Transcribe the entries exactly. Omit the pictures.
________
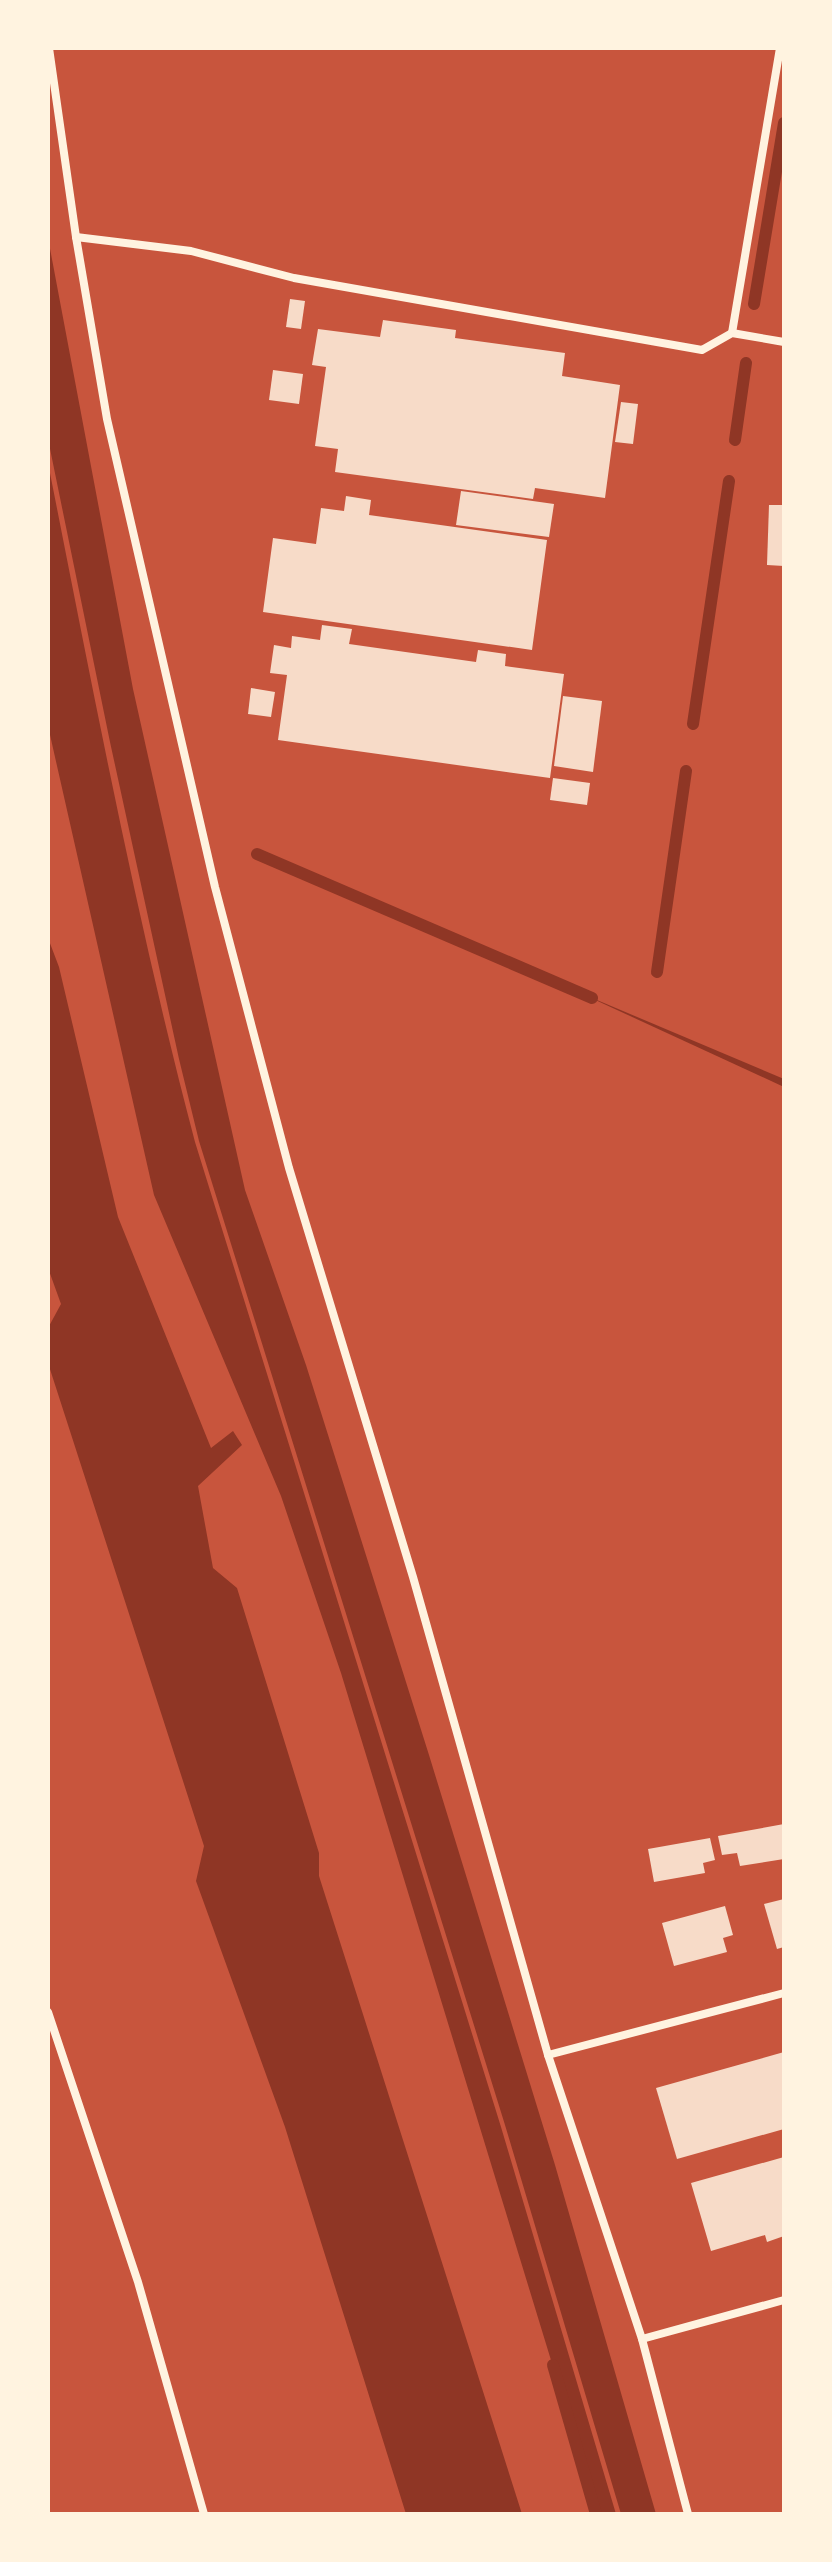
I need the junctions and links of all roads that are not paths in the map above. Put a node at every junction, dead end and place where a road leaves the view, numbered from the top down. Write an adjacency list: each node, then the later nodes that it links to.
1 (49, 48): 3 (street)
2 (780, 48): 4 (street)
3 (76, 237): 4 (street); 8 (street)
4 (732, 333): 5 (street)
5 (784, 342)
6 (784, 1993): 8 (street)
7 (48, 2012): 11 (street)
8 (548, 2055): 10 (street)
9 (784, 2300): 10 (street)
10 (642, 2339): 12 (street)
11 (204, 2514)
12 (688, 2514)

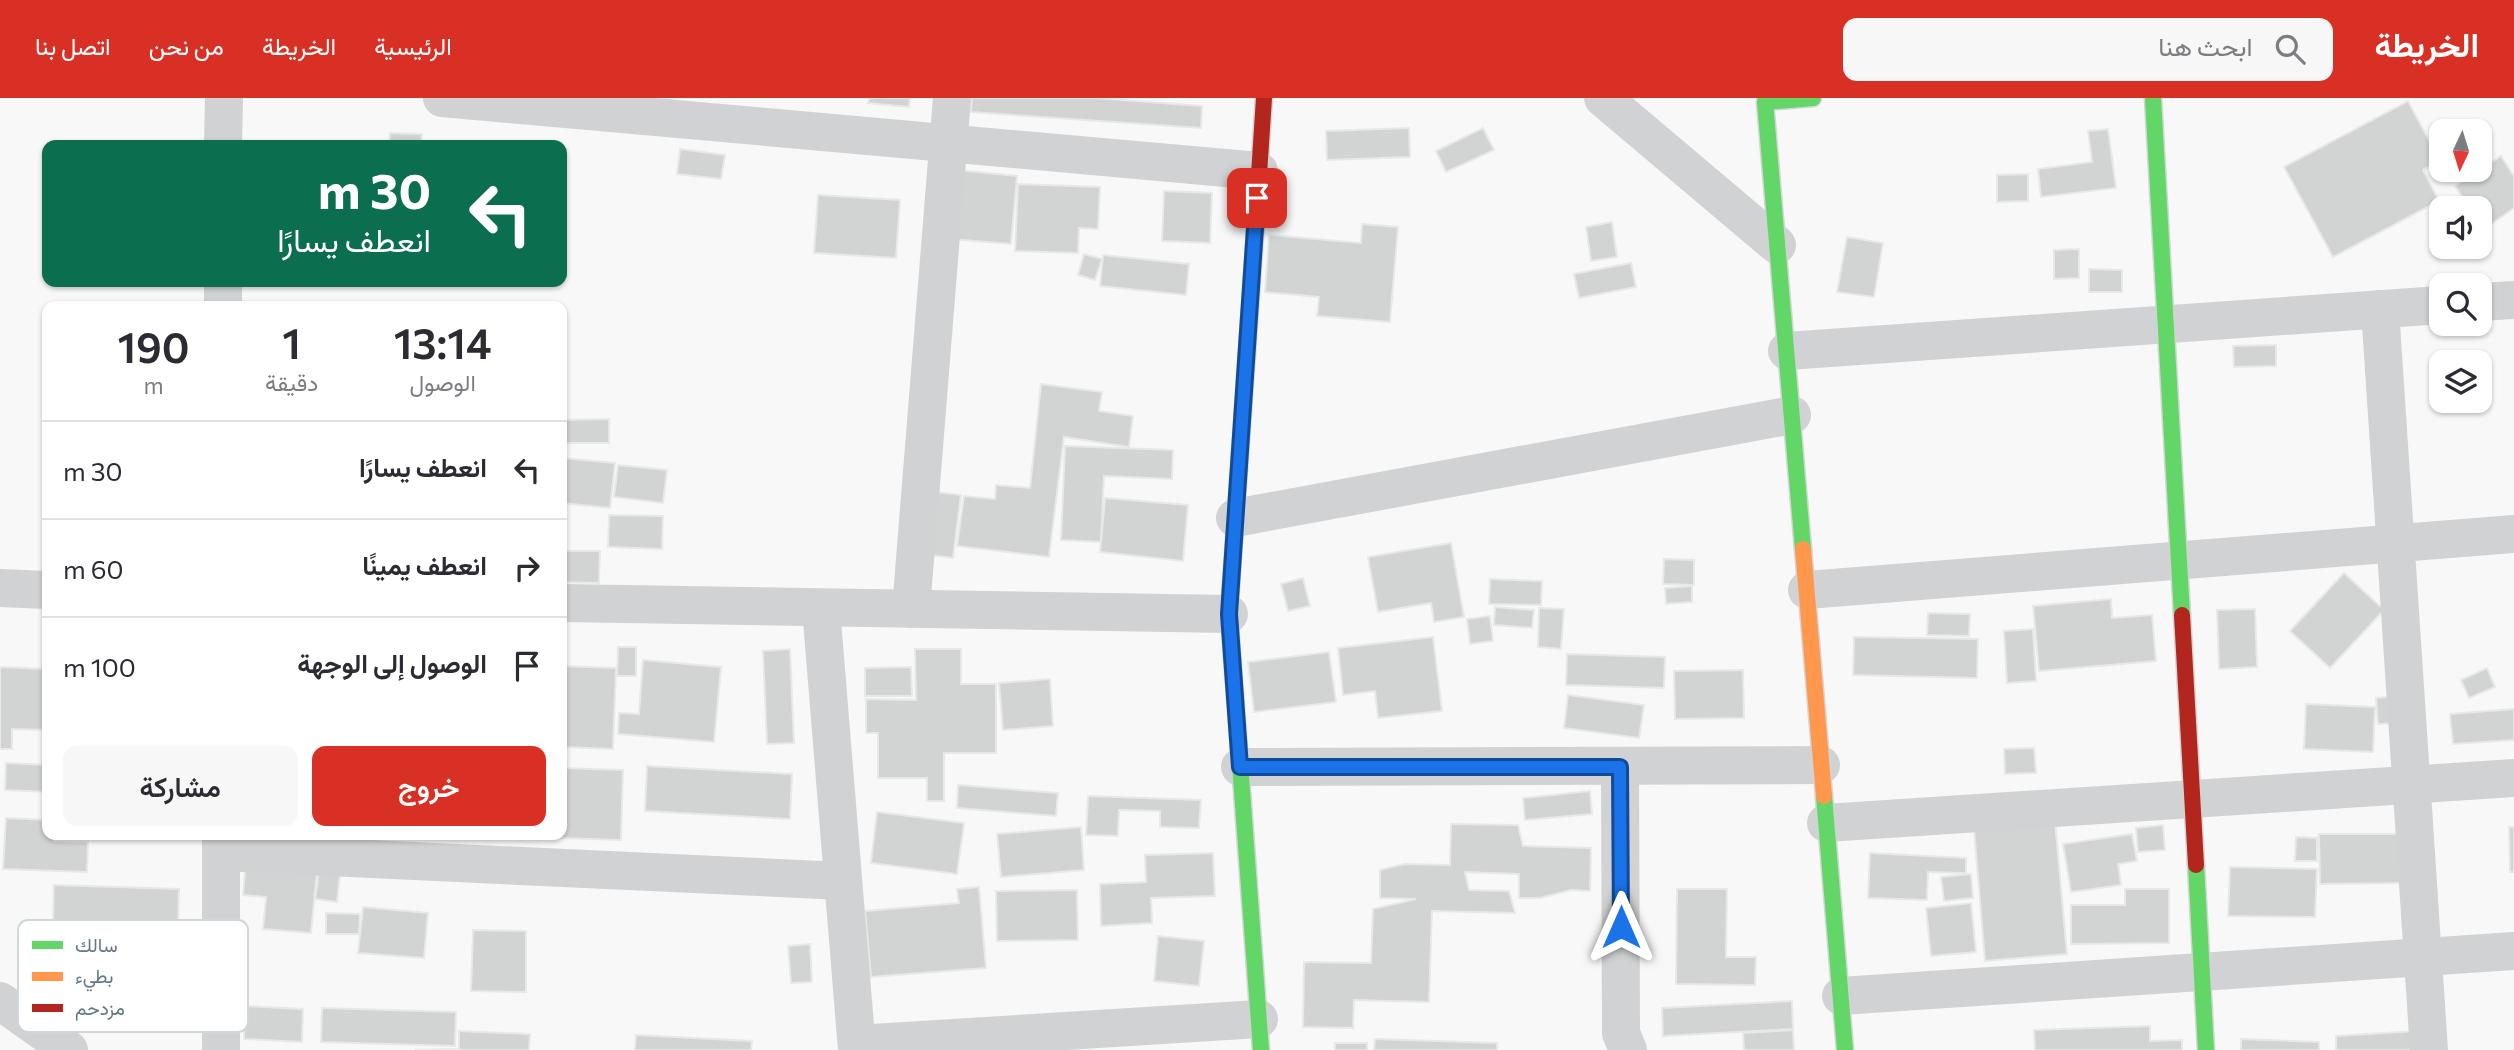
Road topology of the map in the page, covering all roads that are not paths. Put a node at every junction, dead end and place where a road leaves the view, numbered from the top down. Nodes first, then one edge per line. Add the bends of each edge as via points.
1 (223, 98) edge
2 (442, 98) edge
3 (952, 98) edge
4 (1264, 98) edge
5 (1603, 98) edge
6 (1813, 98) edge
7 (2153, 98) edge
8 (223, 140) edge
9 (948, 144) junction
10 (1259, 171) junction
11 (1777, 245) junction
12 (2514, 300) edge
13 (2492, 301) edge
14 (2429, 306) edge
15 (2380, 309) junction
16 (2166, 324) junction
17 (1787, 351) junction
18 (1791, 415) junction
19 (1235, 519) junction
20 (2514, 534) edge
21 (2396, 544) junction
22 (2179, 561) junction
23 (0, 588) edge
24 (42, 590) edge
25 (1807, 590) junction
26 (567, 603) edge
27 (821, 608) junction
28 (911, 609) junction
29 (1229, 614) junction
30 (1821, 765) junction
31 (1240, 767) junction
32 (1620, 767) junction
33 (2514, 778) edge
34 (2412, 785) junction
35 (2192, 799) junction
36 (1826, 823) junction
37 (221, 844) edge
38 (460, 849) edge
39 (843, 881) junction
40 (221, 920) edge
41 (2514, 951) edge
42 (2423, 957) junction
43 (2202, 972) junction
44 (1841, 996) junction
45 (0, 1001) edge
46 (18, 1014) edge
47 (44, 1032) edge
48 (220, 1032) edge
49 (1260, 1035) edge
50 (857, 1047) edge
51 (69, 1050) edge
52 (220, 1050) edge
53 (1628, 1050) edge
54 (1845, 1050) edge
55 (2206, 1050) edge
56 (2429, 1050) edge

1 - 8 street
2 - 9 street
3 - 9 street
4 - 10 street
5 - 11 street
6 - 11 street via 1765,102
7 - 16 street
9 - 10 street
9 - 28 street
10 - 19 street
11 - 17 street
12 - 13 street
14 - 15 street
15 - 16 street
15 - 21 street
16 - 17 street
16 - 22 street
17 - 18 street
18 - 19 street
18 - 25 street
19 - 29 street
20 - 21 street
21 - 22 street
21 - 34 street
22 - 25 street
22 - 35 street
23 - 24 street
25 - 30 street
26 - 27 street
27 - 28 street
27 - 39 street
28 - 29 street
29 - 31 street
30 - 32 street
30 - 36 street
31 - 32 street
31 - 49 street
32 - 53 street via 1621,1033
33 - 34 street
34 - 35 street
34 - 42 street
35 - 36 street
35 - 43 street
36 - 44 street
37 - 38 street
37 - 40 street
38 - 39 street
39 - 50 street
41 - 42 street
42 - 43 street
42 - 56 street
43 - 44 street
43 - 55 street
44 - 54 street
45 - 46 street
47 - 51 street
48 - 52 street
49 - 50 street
________
__RESULT OF THIS EXERCISE__.
I need the junctions and links of all roads that are not paths in the map above. Put a node at every junction, dead end and place where a road leaves the view, numbered from the top down. Write an adjacency list: each node, then the later nodes that it links to.
1 (49, 48): 3 (street)
2 (780, 48): 4 (street)
3 (76, 237): 4 (street); 8 (street)
4 (732, 333): 5 (street)
5 (784, 342)
6 (784, 1993): 8 (street)
7 (48, 2012): 11 (street)
8 (548, 2055): 10 (street)
9 (784, 2300): 10 (street)
10 (642, 2339): 12 (street)
11 (204, 2514)
12 (688, 2514)

Road topology of the map in the page, covering all roads that are not paths. Put a node at every junction, dead end and place where a road leaves the view, numbered from the top down. Nodes first, then one edge per line. Add the bends of each edge as via points.
1 (223, 98) edge
2 (442, 98) edge
3 (952, 98) edge
4 (1264, 98) edge
5 (1603, 98) edge
6 (1813, 98) edge
7 (2153, 98) edge
8 (223, 140) edge
9 (948, 144) junction
10 (1259, 171) junction
11 (1777, 245) junction
12 (2514, 300) edge
13 (2492, 301) edge
14 (2429, 306) edge
15 (2380, 309) junction
16 (2166, 324) junction
17 (1787, 351) junction
18 (1791, 415) junction
19 (1235, 519) junction
20 (2514, 534) edge
21 (2396, 544) junction
22 (2179, 561) junction
23 (0, 588) edge
24 (42, 590) edge
25 (1807, 590) junction
26 (567, 603) edge
27 (821, 608) junction
28 (911, 609) junction
29 (1229, 614) junction
30 (1821, 765) junction
31 (1240, 767) junction
32 (1620, 767) junction
33 (2514, 778) edge
34 (2412, 785) junction
35 (2192, 799) junction
36 (1826, 823) junction
37 (221, 844) edge
38 (460, 849) edge
39 (843, 881) junction
40 (221, 920) edge
41 (2514, 951) edge
42 (2423, 957) junction
43 (2202, 972) junction
44 (1841, 996) junction
45 (0, 1001) edge
46 (18, 1014) edge
47 (44, 1032) edge
48 (220, 1032) edge
49 (1260, 1035) edge
50 (857, 1047) edge
51 (69, 1050) edge
52 (220, 1050) edge
53 (1628, 1050) edge
54 (1845, 1050) edge
55 (2206, 1050) edge
56 (2429, 1050) edge

1 - 8 street
2 - 9 street
3 - 9 street
4 - 10 street
5 - 11 street
6 - 11 street via 1765,102
7 - 16 street
9 - 10 street
9 - 28 street
10 - 19 street
11 - 17 street
12 - 13 street
14 - 15 street
15 - 16 street
15 - 21 street
16 - 17 street
16 - 22 street
17 - 18 street
18 - 19 street
18 - 25 street
19 - 29 street
20 - 21 street
21 - 22 street
21 - 34 street
22 - 25 street
22 - 35 street
23 - 24 street
25 - 30 street
26 - 27 street
27 - 28 street
27 - 39 street
28 - 29 street
29 - 31 street
30 - 32 street
30 - 36 street
31 - 32 street
31 - 49 street
32 - 53 street via 1621,1033
33 - 34 street
34 - 35 street
34 - 42 street
35 - 36 street
35 - 43 street
36 - 44 street
37 - 38 street
37 - 40 street
38 - 39 street
39 - 50 street
41 - 42 street
42 - 43 street
42 - 56 street
43 - 44 street
43 - 55 street
44 - 54 street
45 - 46 street
47 - 51 street
48 - 52 street
49 - 50 street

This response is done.